Custom Image Classifier Using Tensorflow: Distinguishing Superheroes of one generation from the next

This is a summary of the experiences & learnings from my experiment a few months ago building a tensorflow-based image classifier.


Jump here to learn how you can build your own in 1, 2,…5!

Ready to Shoot!

Everytime I see a smartphone camera draw a neat rectangle around my face, it reminds me of the day I graduated from DOOM to the FPS of 90s that would pin-point the enemy with a neat rectangle around him. In either case, a neat rectangle means I’m ready to shoot!

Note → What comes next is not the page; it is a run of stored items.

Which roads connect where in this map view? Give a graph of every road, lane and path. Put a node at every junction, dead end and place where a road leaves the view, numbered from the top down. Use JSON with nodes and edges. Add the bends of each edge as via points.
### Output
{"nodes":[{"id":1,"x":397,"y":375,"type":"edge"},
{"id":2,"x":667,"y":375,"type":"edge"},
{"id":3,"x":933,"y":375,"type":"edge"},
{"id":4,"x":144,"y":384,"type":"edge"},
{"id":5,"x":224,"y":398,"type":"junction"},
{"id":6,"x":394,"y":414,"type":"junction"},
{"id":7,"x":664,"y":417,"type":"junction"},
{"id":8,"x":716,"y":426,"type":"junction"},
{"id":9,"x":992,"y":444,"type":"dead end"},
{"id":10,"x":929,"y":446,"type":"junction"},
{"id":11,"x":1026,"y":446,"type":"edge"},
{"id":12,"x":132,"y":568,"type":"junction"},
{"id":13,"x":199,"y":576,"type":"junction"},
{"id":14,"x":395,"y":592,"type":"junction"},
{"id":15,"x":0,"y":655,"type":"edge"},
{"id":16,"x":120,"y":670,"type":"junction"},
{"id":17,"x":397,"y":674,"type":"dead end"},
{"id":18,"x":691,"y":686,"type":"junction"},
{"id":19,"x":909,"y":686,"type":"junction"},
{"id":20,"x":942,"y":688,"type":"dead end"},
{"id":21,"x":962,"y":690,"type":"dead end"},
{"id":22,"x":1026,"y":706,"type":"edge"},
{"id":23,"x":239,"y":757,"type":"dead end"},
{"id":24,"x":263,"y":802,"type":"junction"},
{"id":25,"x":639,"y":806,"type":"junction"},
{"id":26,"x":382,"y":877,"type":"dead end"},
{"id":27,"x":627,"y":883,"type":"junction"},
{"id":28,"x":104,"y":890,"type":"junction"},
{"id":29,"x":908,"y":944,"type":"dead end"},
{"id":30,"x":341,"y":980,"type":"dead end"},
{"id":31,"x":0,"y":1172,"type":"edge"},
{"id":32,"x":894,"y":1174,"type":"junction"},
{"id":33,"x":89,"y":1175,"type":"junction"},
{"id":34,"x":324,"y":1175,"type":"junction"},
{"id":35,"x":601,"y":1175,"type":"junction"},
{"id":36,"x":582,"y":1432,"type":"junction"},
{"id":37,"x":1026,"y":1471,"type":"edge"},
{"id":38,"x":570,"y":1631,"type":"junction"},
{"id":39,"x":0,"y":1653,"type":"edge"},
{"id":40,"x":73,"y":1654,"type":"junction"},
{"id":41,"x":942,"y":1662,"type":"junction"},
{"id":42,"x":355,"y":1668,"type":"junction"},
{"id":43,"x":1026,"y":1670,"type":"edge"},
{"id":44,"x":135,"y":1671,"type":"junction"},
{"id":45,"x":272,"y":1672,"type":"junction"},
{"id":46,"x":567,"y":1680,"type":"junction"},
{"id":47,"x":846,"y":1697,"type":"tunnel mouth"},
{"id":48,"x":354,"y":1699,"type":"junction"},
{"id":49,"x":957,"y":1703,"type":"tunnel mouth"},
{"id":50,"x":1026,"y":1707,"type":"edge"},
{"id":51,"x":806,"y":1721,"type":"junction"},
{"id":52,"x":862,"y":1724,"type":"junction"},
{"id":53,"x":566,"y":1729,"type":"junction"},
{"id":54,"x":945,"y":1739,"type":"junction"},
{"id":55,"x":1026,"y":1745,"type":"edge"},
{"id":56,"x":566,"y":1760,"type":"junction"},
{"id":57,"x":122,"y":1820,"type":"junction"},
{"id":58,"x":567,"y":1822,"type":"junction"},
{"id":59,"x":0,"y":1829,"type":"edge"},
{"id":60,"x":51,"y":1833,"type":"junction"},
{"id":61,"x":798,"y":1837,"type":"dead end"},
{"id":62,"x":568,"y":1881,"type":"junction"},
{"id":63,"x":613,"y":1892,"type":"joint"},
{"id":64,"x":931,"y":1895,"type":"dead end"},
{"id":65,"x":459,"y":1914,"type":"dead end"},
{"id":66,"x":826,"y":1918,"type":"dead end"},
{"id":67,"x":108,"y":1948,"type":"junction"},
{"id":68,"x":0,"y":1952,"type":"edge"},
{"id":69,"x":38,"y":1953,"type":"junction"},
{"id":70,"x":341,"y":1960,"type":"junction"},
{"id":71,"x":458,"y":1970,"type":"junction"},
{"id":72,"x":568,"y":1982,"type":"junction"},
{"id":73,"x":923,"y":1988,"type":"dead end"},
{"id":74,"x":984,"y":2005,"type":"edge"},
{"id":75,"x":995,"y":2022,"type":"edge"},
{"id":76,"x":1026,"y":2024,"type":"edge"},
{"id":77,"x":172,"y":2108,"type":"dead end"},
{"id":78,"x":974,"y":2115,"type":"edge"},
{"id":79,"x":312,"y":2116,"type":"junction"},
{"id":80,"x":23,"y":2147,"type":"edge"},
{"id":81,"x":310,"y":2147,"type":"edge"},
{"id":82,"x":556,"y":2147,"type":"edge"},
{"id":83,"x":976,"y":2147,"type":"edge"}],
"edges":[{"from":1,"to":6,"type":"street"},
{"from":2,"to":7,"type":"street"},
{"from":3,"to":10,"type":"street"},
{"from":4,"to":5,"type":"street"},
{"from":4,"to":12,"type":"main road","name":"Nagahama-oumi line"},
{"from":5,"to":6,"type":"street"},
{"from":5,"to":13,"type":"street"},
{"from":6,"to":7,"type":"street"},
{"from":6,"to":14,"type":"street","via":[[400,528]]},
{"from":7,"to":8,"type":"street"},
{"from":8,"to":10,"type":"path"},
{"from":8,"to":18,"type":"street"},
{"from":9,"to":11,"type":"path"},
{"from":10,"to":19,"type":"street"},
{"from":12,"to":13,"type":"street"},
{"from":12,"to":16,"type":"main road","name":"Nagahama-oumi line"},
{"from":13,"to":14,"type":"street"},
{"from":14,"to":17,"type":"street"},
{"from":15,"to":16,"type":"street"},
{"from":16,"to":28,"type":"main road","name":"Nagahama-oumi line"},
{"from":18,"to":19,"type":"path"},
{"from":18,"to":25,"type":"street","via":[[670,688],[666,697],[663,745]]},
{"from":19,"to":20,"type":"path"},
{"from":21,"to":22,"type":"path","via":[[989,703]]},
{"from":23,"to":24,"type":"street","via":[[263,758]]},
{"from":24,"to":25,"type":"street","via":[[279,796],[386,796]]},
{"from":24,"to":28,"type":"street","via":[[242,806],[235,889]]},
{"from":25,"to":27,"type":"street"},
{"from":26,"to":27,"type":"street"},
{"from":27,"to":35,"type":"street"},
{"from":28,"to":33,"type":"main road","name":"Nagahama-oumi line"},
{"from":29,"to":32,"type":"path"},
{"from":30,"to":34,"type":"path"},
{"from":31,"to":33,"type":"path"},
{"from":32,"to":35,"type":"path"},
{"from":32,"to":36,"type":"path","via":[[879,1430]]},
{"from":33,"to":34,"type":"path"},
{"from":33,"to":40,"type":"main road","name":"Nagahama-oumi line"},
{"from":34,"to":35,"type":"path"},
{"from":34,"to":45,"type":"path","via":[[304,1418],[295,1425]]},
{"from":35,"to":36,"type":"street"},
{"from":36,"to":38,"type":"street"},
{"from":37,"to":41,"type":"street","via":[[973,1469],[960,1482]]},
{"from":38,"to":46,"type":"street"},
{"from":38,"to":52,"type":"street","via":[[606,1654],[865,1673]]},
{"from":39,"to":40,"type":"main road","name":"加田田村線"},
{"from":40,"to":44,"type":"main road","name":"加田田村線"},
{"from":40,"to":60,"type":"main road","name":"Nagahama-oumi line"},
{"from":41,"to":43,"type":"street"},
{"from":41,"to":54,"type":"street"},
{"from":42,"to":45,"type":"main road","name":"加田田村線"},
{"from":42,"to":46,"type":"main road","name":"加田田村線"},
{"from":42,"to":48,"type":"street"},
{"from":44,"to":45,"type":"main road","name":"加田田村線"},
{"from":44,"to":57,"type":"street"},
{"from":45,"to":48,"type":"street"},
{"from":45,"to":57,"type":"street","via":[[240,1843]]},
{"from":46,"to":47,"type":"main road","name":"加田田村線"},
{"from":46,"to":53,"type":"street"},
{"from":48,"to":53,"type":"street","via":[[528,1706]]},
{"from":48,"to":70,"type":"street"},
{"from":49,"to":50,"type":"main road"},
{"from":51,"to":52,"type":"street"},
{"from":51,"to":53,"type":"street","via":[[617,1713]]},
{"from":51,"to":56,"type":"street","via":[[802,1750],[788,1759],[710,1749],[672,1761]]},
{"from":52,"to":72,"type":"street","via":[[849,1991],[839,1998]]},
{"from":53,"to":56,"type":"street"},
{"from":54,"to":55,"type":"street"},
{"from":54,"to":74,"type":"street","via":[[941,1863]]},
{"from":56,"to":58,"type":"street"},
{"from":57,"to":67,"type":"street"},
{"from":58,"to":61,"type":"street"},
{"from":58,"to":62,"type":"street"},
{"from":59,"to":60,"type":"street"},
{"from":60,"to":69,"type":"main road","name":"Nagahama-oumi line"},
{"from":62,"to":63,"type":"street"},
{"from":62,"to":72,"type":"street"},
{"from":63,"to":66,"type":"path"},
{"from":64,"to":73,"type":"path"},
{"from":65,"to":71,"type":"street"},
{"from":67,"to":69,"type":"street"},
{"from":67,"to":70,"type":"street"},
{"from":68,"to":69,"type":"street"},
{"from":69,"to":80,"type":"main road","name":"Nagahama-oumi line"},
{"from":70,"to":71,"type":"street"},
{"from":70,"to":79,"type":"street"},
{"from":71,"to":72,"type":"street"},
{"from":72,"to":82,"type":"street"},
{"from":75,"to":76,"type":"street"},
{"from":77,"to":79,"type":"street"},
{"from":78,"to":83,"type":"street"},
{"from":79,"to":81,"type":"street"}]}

I have always been fascinated by object detection and face-recognition algorithms and having experimented since early days using OpenCV/Haar Cascade classifiers and the Viola-Jones face-detection algorithms, it’s amazing how far the algorithms have come in the last few years. Convolutional Neural Networks and supervised learning approaches have really improved the training and detection performance multifold in several areas (speed, accuracy, space & complexity to name a few). Given my last 10 years photo database, it’s quite likely the facebook’s face ID algorithm will do far better than me in recognizing my old friends. :smile:

When it comes to machine learning frameworks, I am particularly drawn to tensorflow by Google and was thus delighted when I came across this codelab & tutorial promising to teach anyone the basics of building their own image classifier. This really dense video pushed me over any remaining hesitation and I set about training my own CNN for a custom Image classifier.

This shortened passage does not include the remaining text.